* _WORK INSTRUCTIONS_
All of the entries, apart from their pictures, are to be copied verbatim.

^^^^^^^^^^^^^^^^

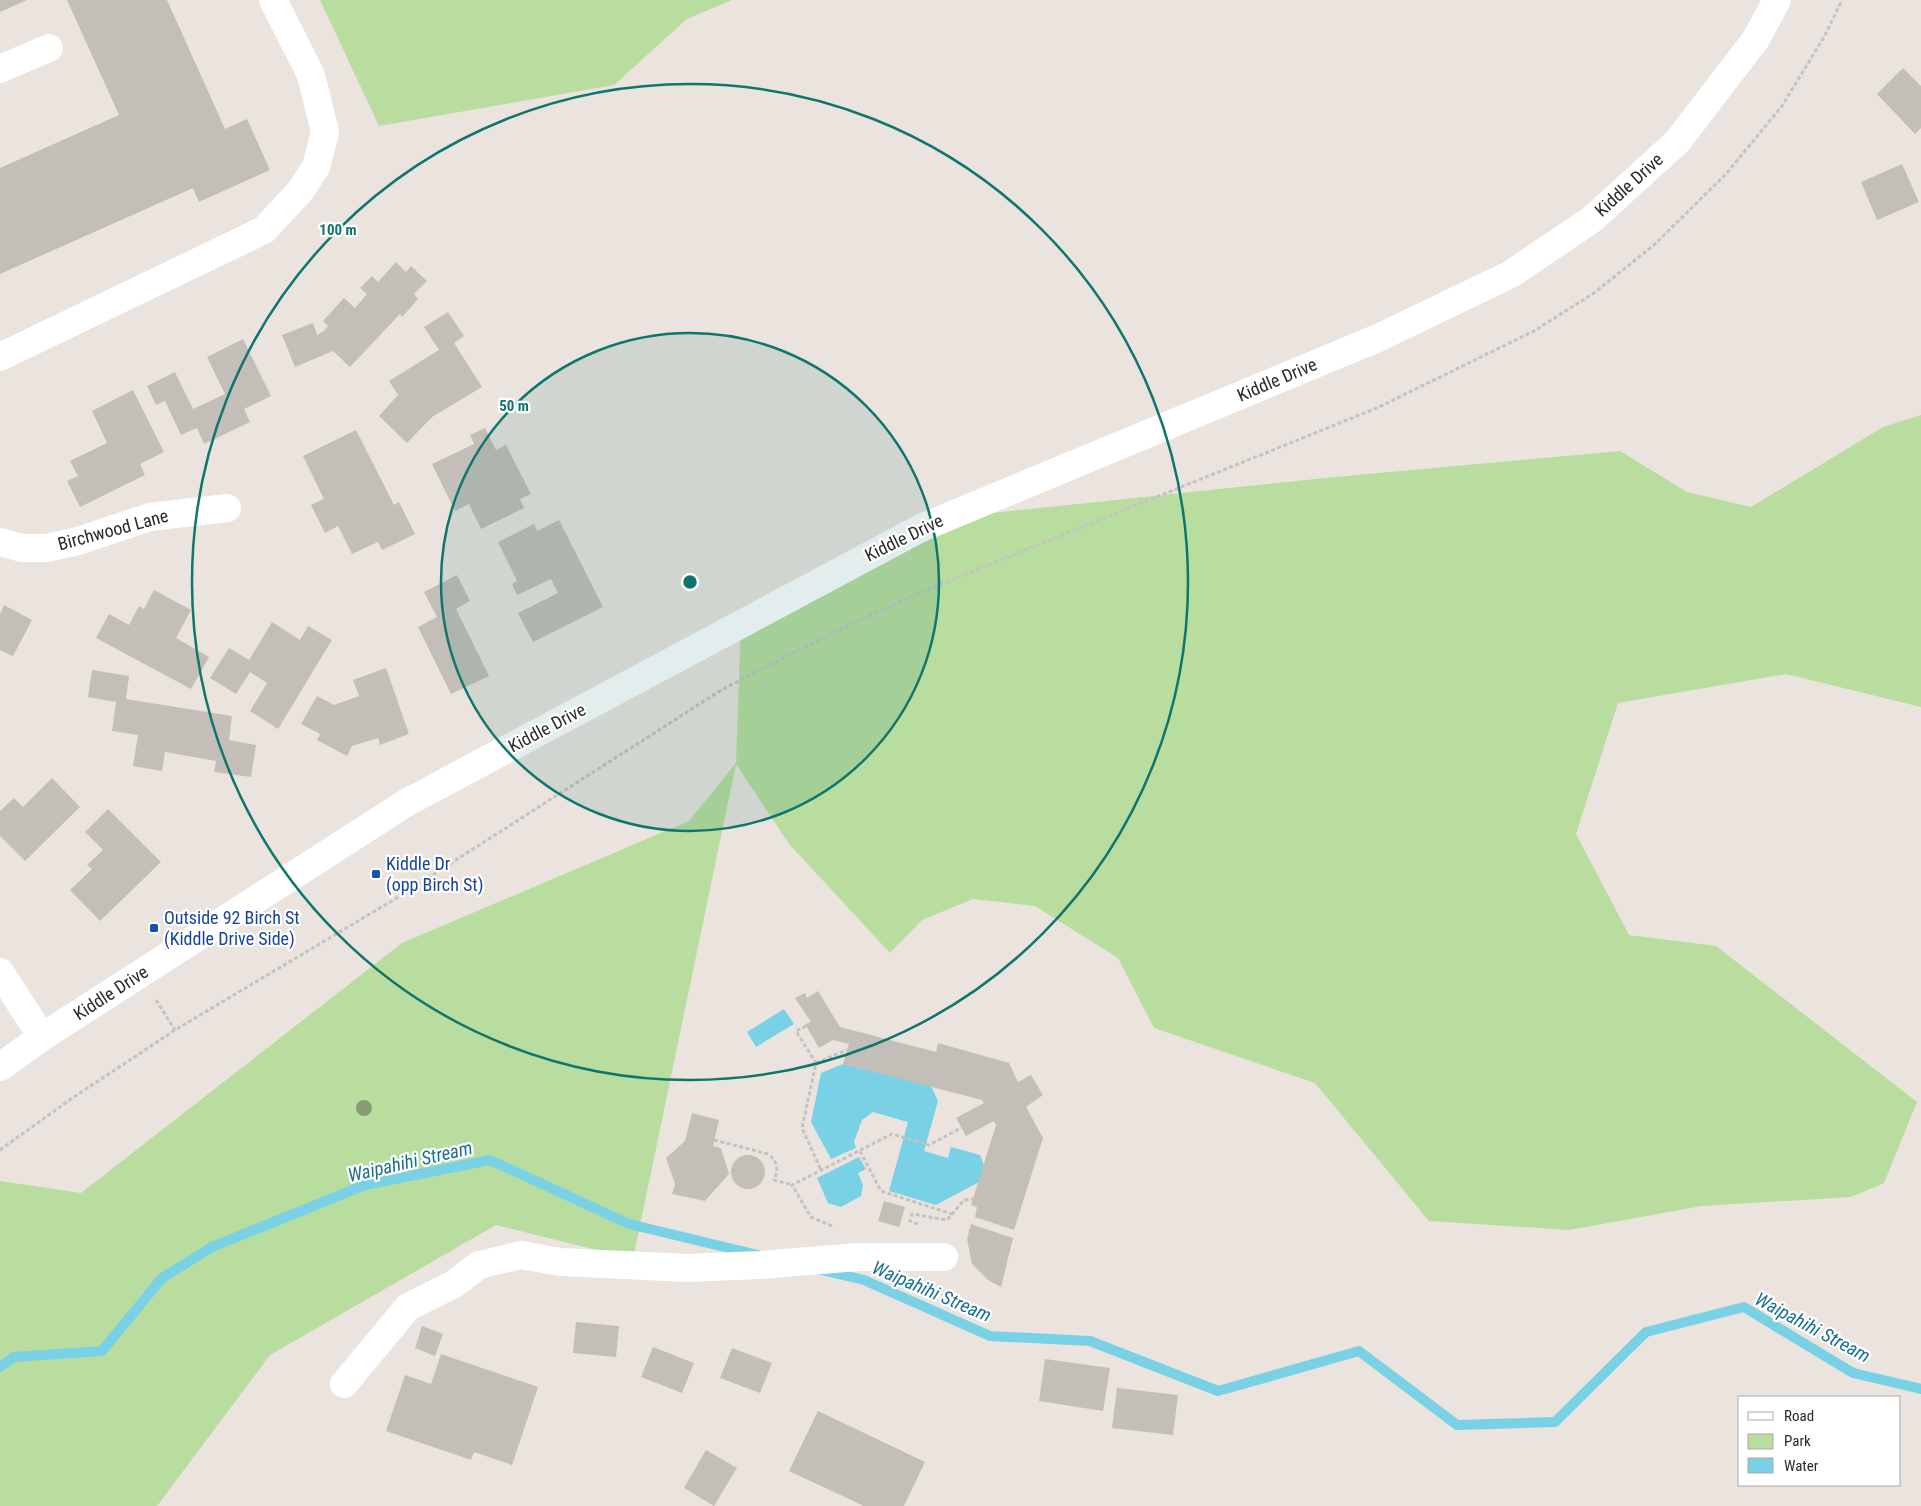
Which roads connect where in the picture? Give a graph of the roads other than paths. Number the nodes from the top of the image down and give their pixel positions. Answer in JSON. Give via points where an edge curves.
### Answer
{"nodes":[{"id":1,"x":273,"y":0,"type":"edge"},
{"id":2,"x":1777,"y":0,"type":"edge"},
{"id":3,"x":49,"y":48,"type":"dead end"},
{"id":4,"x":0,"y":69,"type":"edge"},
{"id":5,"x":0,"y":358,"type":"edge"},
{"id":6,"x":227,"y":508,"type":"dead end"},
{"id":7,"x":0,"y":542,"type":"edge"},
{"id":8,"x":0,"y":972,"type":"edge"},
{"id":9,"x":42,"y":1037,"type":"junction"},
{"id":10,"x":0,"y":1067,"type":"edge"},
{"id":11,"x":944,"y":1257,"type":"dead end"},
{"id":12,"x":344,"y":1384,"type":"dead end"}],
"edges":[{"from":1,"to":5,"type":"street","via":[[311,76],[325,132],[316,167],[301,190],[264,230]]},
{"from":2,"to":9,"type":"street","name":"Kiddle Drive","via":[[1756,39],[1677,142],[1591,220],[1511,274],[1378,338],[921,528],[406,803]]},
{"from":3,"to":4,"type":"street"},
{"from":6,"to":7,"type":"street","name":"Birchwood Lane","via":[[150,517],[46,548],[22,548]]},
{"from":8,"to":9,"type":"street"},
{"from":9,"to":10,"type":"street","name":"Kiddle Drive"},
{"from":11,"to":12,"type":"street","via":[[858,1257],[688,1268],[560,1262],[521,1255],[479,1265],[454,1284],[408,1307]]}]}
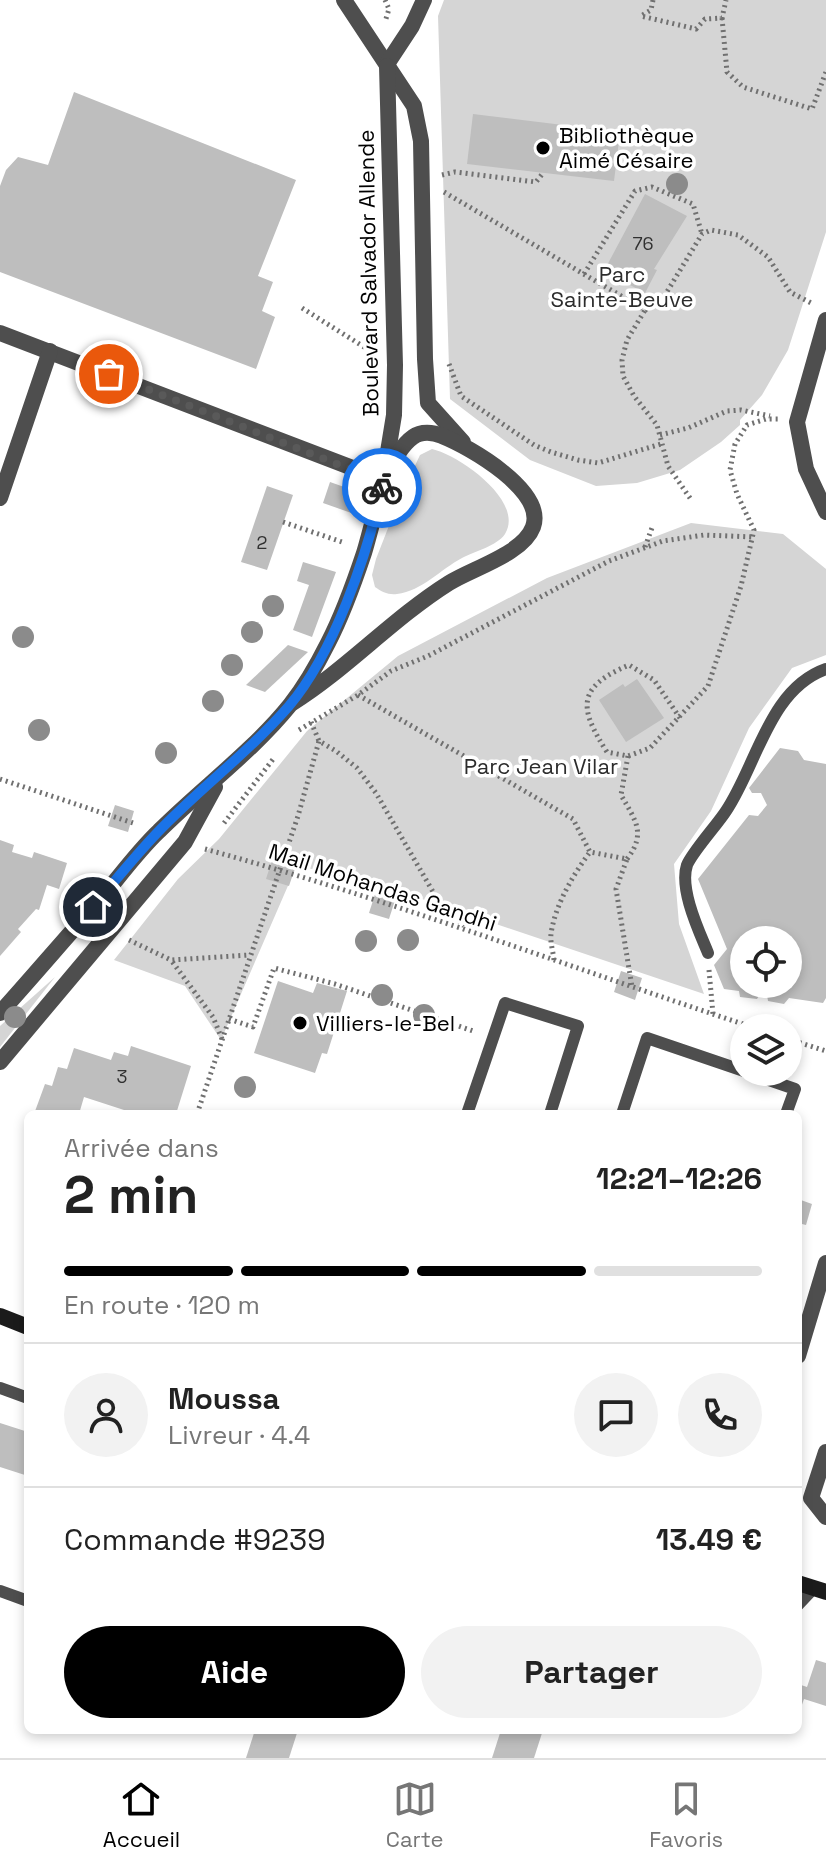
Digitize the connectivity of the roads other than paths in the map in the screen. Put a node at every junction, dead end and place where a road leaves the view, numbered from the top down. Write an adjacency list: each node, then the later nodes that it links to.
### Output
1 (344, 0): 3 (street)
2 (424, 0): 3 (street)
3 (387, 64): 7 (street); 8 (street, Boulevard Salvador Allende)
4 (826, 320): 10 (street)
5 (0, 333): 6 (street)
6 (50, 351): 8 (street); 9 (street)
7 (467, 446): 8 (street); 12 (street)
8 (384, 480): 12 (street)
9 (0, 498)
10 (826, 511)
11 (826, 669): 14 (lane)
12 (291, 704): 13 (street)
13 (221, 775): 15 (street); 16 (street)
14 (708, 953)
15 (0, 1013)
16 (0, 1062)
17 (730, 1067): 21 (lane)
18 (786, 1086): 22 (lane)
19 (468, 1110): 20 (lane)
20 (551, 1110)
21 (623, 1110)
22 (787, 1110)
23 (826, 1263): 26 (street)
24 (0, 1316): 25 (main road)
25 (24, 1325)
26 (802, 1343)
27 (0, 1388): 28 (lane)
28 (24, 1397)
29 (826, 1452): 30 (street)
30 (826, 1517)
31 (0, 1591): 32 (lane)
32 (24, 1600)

^^^^^^^^^^^^^^^^

* _RESULT FOR THIS EXERCISE_
Which roads connect where in the picture? Give a graph of the roads other than paths. Number the nodes from the top of the image down and give their pixel positions. Answer in JSON. Give via points where an edge curves.
### Answer
{"nodes":[{"id":1,"x":273,"y":0,"type":"edge"},
{"id":2,"x":1777,"y":0,"type":"edge"},
{"id":3,"x":49,"y":48,"type":"dead end"},
{"id":4,"x":0,"y":69,"type":"edge"},
{"id":5,"x":0,"y":358,"type":"edge"},
{"id":6,"x":227,"y":508,"type":"dead end"},
{"id":7,"x":0,"y":542,"type":"edge"},
{"id":8,"x":0,"y":972,"type":"edge"},
{"id":9,"x":42,"y":1037,"type":"junction"},
{"id":10,"x":0,"y":1067,"type":"edge"},
{"id":11,"x":944,"y":1257,"type":"dead end"},
{"id":12,"x":344,"y":1384,"type":"dead end"}],
"edges":[{"from":1,"to":5,"type":"street","via":[[311,76],[325,132],[316,167],[301,190],[264,230]]},
{"from":2,"to":9,"type":"street","name":"Kiddle Drive","via":[[1756,39],[1677,142],[1591,220],[1511,274],[1378,338],[921,528],[406,803]]},
{"from":3,"to":4,"type":"street"},
{"from":6,"to":7,"type":"street","name":"Birchwood Lane","via":[[150,517],[46,548],[22,548]]},
{"from":8,"to":9,"type":"street"},
{"from":9,"to":10,"type":"street","name":"Kiddle Drive"},
{"from":11,"to":12,"type":"street","via":[[858,1257],[688,1268],[560,1262],[521,1255],[479,1265],[454,1284],[408,1307]]}]}
Digitize the connectivity of the roads other than paths in the map in the screen. Put a node at every junction, dead end and place where a road leaves the view, numbered from the top down. Write an adjacency list: each node, then the later nodes that it links to.
### Output
1 (344, 0): 3 (street)
2 (424, 0): 3 (street)
3 (387, 64): 7 (street); 8 (street, Boulevard Salvador Allende)
4 (826, 320): 10 (street)
5 (0, 333): 6 (street)
6 (50, 351): 8 (street); 9 (street)
7 (467, 446): 8 (street); 12 (street)
8 (384, 480): 12 (street)
9 (0, 498)
10 (826, 511)
11 (826, 669): 14 (lane)
12 (291, 704): 13 (street)
13 (221, 775): 15 (street); 16 (street)
14 (708, 953)
15 (0, 1013)
16 (0, 1062)
17 (730, 1067): 21 (lane)
18 (786, 1086): 22 (lane)
19 (468, 1110): 20 (lane)
20 (551, 1110)
21 (623, 1110)
22 (787, 1110)
23 (826, 1263): 26 (street)
24 (0, 1316): 25 (main road)
25 (24, 1325)
26 (802, 1343)
27 (0, 1388): 28 (lane)
28 (24, 1397)
29 (826, 1452): 30 (street)
30 (826, 1517)
31 (0, 1591): 32 (lane)
32 (24, 1600)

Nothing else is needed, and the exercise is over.